Aquatic Life Institute will continue to work with certifications to continuously raise aquaculture certification standards each year to ensure ongoing progress in reducing the suffering of aquatic animals. The highly impactful nature of certifiers’ engagement, where a single change in a standard language can impact hundreds of millions of animals, encourages us to continue working in this space.
Aquatic Life Institute will continue to raise the bar for aquaculture certification standards each year to ensure continuous progress towards reducing the suffering of aquatic animals. The highly impactful nature of certifiers’ engagement, where even a single change in standard language can affect hundreds of millions of animals, motivates us to persist in this field.
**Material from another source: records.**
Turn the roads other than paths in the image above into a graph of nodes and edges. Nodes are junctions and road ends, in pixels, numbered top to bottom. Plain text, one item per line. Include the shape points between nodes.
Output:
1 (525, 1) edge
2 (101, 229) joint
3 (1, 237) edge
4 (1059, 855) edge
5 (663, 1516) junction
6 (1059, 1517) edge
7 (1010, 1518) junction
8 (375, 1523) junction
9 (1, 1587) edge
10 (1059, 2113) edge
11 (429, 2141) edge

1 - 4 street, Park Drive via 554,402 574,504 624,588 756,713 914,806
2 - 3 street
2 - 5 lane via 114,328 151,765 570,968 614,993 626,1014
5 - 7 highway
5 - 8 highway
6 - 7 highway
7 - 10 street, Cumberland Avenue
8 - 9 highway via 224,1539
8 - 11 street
“We have also initiated collaborations with corporations in the food industry to assess their interest in implementing certification in their supply chains, if they are not already doing so, and to enhance the overall welfare of aquatic animals. The benchmark remains a crucial tool in engaging our stakeholders with the industry, governments, and multilateral organizations, and it also supports global advocacy efforts to reduce animal suffering in aquaculture,” ALI emphasized.
Reference (open access)
Aquatic Life Institute. 2023. Aquaculture Certification Schemes Benchmark: Aquatic Animal Welfare (2nd edition). 58 p.